1. Executive Summary
In just a few pages, you should be able to quickly summarize a basic description of your business.
An executive summary details who you, and your business, are. It also covers what the company does, the industry it’s in, and when you’ll start doing business. You will also need to detail how the business will make money as well as why consumers will want to pay for your offerings and/or services.
2. Business Description, Concept, and Strategy
You shared a brief overview of basic information as it pertains to your small business. Now, you may share more background information about your startup. Use this section to detail where the idea for your company came from and what your products or services do. What makes your offerings unique to customers while helping solve their everyday problems?

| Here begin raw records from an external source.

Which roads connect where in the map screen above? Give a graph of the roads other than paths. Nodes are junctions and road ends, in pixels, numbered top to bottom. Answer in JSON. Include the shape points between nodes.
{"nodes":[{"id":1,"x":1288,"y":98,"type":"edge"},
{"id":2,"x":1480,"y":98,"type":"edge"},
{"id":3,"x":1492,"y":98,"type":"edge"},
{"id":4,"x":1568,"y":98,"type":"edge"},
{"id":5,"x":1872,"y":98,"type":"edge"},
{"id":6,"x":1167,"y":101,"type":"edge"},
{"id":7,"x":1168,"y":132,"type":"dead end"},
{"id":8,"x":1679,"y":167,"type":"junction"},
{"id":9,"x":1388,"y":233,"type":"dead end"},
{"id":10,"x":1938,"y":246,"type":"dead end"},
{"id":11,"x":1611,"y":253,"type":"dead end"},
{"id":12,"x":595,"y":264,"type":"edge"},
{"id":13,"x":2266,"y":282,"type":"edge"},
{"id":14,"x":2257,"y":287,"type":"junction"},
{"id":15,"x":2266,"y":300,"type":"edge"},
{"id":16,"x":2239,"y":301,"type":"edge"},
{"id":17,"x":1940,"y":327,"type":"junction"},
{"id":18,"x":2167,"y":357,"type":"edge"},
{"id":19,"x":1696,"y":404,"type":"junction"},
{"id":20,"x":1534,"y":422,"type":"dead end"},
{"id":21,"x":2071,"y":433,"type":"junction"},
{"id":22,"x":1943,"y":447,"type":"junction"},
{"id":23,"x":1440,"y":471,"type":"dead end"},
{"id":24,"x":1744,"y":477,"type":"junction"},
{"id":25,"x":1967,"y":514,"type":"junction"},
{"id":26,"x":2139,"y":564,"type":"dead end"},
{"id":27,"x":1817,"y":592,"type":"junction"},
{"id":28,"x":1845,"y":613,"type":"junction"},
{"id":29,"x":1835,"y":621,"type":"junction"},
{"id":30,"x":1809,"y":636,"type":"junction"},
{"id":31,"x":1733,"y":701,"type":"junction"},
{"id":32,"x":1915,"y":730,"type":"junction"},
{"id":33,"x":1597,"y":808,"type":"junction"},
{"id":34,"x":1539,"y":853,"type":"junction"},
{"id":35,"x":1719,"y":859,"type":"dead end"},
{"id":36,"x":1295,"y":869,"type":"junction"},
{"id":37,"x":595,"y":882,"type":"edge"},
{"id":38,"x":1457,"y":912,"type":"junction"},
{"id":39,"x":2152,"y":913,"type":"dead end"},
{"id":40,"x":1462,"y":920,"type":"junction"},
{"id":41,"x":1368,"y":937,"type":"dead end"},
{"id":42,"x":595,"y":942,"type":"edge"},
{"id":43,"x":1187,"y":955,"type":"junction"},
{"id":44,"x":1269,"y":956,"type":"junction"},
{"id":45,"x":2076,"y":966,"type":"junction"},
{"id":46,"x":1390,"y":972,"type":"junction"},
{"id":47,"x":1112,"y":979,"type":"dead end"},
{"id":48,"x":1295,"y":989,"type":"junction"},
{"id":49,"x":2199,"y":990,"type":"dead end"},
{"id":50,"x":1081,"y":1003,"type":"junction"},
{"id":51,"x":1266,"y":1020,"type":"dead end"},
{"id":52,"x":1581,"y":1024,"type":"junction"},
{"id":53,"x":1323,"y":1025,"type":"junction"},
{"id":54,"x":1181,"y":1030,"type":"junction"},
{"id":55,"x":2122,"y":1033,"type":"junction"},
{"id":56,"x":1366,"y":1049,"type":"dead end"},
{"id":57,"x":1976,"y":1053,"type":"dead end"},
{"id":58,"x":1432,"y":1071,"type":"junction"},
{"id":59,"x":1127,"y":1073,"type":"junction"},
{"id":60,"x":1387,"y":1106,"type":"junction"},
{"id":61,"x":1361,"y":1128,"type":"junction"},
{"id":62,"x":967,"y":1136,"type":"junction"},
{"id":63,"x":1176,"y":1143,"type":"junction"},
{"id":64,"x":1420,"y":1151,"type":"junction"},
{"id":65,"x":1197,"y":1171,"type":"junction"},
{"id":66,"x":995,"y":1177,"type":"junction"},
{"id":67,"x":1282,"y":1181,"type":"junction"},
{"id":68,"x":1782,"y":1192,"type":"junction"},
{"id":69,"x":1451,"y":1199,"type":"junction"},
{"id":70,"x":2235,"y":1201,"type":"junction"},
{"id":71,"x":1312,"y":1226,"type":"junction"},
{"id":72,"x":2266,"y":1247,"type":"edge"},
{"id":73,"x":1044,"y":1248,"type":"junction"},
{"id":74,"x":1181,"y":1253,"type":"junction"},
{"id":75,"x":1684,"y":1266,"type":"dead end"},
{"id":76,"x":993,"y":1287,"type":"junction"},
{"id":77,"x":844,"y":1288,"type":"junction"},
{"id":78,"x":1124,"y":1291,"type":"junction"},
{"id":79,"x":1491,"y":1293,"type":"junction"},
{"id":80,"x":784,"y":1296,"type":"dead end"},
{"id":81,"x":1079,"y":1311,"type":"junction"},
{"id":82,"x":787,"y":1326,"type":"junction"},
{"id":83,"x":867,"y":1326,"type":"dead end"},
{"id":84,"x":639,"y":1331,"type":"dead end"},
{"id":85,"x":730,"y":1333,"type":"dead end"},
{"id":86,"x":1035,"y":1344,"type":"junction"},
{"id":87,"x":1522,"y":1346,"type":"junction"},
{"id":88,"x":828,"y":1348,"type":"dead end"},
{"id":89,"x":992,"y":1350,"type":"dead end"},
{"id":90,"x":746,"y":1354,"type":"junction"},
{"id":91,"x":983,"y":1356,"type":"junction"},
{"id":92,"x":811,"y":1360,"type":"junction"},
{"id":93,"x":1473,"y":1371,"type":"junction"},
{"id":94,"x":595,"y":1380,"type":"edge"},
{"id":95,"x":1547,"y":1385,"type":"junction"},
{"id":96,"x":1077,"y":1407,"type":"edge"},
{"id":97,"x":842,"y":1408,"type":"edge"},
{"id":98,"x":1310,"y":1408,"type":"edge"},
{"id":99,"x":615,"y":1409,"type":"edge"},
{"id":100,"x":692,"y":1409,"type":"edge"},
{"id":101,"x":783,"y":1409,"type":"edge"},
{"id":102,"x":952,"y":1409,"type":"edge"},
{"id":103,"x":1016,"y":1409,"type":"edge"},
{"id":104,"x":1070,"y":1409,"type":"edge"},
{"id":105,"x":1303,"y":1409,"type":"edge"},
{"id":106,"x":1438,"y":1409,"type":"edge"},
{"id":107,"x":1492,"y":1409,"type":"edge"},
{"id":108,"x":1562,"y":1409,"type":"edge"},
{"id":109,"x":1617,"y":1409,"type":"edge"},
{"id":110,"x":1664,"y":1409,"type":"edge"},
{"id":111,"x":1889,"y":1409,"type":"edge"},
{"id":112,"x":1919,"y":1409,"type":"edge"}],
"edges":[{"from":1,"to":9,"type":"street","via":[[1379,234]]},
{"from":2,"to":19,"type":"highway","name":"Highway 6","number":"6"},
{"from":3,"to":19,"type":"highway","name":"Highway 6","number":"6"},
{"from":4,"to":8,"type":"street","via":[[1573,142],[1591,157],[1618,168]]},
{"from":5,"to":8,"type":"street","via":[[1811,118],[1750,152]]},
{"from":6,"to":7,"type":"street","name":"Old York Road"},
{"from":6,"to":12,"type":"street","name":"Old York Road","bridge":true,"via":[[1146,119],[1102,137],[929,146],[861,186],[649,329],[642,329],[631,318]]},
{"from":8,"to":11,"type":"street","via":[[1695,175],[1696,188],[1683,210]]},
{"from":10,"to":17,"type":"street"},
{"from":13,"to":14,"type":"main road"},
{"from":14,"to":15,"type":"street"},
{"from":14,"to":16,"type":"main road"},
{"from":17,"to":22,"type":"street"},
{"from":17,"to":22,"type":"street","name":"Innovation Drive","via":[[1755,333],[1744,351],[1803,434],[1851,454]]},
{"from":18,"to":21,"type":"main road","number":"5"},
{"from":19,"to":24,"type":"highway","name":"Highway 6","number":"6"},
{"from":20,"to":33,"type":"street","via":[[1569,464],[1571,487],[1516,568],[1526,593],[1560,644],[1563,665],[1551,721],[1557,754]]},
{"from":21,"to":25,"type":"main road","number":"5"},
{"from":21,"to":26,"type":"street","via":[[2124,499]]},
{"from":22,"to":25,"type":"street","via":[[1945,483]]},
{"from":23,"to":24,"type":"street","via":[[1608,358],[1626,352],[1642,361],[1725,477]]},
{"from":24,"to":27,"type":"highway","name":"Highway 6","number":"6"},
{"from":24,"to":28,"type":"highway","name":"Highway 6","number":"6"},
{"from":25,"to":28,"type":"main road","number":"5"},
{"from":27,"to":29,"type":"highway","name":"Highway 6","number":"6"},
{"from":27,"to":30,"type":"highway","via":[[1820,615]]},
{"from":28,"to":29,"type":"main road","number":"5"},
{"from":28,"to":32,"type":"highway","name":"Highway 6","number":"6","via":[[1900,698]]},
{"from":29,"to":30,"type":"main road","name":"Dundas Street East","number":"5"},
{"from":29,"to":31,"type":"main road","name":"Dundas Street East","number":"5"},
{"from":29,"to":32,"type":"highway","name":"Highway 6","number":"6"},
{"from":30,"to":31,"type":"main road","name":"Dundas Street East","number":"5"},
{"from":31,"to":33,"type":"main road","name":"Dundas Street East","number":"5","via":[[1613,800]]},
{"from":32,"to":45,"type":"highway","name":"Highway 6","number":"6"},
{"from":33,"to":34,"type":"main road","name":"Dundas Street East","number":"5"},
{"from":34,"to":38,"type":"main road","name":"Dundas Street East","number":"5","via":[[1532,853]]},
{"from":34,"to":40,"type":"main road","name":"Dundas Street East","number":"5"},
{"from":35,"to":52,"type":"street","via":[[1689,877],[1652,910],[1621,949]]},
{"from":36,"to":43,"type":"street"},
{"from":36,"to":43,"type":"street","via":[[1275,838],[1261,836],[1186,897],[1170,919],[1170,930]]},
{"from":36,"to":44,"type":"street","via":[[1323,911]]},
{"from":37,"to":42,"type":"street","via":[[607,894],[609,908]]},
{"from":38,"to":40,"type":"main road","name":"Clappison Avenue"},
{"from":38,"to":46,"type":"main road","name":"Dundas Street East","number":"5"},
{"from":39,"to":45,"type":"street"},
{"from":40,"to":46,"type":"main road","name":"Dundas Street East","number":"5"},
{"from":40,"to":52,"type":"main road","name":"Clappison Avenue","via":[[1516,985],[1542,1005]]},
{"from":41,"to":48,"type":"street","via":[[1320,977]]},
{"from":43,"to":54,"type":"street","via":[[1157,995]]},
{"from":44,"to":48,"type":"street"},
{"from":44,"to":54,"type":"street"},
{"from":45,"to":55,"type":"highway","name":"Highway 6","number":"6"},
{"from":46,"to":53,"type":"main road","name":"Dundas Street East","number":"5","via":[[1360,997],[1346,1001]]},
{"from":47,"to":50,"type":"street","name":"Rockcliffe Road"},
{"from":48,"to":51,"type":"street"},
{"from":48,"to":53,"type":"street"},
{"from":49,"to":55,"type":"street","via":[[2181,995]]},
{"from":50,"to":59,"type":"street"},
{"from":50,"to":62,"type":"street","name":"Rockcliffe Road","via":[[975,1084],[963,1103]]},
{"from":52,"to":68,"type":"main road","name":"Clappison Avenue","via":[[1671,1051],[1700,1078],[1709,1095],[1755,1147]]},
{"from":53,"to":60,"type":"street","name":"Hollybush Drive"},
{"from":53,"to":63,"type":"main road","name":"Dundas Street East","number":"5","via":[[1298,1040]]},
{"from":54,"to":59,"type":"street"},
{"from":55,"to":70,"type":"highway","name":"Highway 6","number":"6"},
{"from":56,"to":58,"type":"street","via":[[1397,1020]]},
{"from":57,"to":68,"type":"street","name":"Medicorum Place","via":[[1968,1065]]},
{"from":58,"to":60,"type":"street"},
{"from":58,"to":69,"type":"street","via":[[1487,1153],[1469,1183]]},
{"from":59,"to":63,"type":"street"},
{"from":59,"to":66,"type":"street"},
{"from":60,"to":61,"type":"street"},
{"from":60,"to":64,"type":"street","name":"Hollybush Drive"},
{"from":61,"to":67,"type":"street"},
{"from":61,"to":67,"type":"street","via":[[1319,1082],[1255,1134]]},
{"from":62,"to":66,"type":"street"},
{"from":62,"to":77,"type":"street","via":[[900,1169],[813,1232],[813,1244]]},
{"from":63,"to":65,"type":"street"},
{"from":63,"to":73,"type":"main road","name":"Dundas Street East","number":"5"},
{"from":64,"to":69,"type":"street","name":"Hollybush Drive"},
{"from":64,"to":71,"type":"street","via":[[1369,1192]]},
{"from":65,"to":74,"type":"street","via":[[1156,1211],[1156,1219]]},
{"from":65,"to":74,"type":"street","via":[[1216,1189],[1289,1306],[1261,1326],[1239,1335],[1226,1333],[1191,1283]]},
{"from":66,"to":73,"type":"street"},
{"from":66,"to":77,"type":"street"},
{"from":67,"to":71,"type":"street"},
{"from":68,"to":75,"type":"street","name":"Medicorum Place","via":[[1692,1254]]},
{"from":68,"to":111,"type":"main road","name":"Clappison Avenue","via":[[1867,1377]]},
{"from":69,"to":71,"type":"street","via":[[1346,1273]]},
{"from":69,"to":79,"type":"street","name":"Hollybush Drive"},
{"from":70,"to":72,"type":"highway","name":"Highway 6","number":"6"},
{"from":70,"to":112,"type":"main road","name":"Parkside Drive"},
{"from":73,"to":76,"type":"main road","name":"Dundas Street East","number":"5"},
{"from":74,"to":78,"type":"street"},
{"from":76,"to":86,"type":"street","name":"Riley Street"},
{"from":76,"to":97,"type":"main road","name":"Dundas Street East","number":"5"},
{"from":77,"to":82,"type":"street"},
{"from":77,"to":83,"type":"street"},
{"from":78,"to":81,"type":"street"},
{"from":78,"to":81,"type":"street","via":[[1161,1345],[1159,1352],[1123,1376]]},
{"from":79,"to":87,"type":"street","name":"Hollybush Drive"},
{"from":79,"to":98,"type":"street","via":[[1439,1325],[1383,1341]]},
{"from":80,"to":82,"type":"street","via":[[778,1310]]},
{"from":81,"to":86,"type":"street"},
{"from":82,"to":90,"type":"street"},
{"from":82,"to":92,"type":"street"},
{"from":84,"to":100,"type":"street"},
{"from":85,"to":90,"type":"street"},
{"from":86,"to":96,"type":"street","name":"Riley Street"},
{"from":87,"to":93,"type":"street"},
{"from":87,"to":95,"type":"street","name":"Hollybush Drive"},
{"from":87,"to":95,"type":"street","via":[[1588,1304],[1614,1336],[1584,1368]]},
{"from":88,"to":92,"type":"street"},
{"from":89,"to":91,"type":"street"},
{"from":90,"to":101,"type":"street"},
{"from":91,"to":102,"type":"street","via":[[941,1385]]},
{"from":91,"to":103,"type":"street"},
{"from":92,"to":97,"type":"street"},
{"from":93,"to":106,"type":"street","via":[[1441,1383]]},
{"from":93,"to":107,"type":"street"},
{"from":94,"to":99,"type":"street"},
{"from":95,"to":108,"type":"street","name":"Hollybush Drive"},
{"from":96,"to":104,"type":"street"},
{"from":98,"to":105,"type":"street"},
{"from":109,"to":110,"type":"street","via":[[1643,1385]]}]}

If your startup is still quite young, you may use this section to note how far along you are in the development stages. Then, detail the strategy and goals for the business. You may include a series of steps you plan to take in order to reach said goals as well as a timeline for anticipated completion.
3. Industry Analysis
Who makes up your competition, both direct and indirect?
An industry analysis will take a closer look at your competitors. You should be able to understand their offerings and services as well as why consumers would choose your services over theirs.
4. Market Analysis
You know which companies are considered competition to your own business. Now, you need to understand which demographics make up your target audience.
Use this section of your business plan to outline the target market of your business. Detail your ideal customer and their demographic profiles. Analyze plans for how you will attract, capture, and retain this audience. Look ahead to the future as well. You should be able to determine if your marketing is growing and what future opportunities look like.
5. Organization and Management
Are there other members or employees within your company? Use this section of your business plan to create biographies for the rest of your management team. Share profile of each member that include their biographies, current job title, and core responsibilities in the business.
6. Financial Projections
This portion of your business plan will contain the most charts and tables. The financial projections pertain to the finances of the business. It is necessary to outline the cash flow of the company for potential investors and lenders interested in investing in your business. They will want to see how profitable the startup has been, so make sure your financial projections are realistic and thoughtful.
Additional financial projections should include, but are not limited to, projected profit and loss, a sales forecast, expenses budget, 12-month income statement, balance sheet, and break-even analysis.
7. Financing Request
It may be one of the last aspects to cover in a business plan, but if you require funding to run your business you will need to include a financing request. This is the exact amount of financing necessary to run the business — which should project out as far as the next five years in business.
Be honest about the amount of capital necessary to run the company. Additionally, share how you plan to spend the money and the manner in which it will be spent.
In closing, you may also choose to share notes on strategic financial situational plans for your company. In the event that your startup becomes incredibly popular or possesses a unicorn status that allows it to be quickly acquired, you will need to detail what happens next via a strategic financial situational plan.